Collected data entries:

____

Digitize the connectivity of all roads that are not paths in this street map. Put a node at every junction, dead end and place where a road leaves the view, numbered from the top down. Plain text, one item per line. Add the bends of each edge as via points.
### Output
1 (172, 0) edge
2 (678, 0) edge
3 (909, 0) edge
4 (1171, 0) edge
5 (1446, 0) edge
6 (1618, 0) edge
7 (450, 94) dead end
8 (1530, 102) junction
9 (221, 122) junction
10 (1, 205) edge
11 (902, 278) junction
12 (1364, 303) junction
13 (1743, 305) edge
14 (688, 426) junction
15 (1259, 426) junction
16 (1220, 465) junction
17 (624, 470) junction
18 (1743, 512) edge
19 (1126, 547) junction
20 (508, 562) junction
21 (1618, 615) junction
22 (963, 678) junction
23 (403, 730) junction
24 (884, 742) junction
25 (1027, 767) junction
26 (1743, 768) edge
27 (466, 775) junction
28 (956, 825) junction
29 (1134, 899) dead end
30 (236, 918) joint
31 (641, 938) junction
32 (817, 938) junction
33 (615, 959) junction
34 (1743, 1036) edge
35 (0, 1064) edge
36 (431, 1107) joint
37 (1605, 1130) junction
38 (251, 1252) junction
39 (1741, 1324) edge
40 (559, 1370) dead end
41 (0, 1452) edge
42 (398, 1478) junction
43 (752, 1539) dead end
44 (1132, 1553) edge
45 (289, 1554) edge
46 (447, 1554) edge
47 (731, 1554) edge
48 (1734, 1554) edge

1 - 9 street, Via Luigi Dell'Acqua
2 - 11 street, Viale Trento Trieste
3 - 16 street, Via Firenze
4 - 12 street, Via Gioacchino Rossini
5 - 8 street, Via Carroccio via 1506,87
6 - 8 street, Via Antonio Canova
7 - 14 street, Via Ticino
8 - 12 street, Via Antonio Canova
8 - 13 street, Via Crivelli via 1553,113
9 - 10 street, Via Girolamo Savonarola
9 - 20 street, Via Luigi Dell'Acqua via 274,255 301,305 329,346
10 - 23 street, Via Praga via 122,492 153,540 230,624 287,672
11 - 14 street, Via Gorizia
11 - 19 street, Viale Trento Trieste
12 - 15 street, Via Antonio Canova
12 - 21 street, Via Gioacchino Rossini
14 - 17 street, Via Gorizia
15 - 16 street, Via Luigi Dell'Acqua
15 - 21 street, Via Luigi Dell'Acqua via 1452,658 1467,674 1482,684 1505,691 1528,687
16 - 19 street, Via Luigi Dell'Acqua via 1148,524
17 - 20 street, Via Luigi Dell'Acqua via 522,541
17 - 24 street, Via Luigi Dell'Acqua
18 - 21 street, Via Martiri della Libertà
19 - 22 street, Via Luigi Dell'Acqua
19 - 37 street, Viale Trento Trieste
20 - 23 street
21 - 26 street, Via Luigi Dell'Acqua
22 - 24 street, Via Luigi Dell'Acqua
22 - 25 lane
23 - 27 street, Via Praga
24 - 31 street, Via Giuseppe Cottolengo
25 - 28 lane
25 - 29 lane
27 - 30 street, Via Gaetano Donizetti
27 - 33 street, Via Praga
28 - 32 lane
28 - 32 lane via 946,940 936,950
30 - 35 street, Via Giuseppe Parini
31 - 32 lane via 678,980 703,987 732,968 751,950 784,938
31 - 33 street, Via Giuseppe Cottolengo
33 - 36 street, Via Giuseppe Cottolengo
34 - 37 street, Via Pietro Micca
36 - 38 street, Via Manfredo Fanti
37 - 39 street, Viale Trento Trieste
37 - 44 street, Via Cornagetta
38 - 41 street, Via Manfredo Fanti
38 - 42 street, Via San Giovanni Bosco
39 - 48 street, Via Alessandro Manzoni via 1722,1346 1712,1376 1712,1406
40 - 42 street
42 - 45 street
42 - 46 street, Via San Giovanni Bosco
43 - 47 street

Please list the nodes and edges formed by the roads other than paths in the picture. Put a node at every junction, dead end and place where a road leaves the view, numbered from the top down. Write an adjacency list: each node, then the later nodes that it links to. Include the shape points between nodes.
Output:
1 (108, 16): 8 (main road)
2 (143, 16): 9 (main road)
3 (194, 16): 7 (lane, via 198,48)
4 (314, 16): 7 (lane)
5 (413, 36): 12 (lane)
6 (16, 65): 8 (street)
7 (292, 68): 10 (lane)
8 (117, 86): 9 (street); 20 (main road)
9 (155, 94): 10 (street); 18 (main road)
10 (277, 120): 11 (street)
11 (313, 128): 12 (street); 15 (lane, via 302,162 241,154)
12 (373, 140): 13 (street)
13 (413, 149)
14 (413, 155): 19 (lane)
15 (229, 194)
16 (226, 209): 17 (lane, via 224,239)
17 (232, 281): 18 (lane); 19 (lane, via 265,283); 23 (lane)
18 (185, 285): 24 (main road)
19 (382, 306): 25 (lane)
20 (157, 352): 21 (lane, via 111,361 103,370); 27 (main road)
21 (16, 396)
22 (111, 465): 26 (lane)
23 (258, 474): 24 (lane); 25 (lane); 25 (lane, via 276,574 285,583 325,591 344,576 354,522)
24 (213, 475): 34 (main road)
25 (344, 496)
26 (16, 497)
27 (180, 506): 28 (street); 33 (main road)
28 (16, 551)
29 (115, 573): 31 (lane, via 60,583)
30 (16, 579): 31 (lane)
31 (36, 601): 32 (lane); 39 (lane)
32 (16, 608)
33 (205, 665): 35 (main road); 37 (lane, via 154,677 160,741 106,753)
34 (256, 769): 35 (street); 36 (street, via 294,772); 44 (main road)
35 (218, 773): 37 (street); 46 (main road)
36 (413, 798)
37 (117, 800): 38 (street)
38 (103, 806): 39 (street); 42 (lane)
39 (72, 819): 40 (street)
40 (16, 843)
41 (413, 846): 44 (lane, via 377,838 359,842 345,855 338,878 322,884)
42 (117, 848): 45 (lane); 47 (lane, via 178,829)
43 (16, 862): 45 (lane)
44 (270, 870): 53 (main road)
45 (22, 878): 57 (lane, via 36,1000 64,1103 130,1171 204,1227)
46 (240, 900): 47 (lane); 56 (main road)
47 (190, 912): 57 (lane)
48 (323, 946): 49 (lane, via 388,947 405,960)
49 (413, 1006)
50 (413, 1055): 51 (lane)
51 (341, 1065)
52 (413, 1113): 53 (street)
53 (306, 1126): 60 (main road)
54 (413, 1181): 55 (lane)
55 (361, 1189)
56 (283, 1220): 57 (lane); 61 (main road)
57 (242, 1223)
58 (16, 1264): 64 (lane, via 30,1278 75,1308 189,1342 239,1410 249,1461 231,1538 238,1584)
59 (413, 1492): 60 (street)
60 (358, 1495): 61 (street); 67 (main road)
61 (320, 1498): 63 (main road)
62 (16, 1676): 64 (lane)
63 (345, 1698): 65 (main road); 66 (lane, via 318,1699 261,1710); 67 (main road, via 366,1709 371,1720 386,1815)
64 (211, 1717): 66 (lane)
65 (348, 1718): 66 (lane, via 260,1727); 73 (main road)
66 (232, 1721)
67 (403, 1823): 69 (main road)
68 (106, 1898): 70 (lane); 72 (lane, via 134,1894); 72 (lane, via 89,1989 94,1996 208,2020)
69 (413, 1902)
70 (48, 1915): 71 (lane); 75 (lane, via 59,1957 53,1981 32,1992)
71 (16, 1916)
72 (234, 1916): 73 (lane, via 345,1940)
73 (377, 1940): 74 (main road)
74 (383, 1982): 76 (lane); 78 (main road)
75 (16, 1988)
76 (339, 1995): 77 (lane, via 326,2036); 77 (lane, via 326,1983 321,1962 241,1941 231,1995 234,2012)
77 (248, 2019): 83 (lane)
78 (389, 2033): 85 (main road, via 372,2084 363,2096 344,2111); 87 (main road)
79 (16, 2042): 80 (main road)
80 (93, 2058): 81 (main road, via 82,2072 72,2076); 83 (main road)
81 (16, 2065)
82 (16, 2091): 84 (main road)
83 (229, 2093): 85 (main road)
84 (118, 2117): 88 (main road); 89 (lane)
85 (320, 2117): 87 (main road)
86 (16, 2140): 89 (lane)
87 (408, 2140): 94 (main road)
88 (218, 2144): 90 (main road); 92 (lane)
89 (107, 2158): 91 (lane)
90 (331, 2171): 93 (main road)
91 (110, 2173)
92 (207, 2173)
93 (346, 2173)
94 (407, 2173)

____

**WHAT IS REQUIRED**
Please copy out each line of the data in which the word "Fanti" occurs.

**SOLUTION TO THIS PROBLEM**
36 - 38 street, Via Manfredo Fanti
38 - 41 street, Via Manfredo Fanti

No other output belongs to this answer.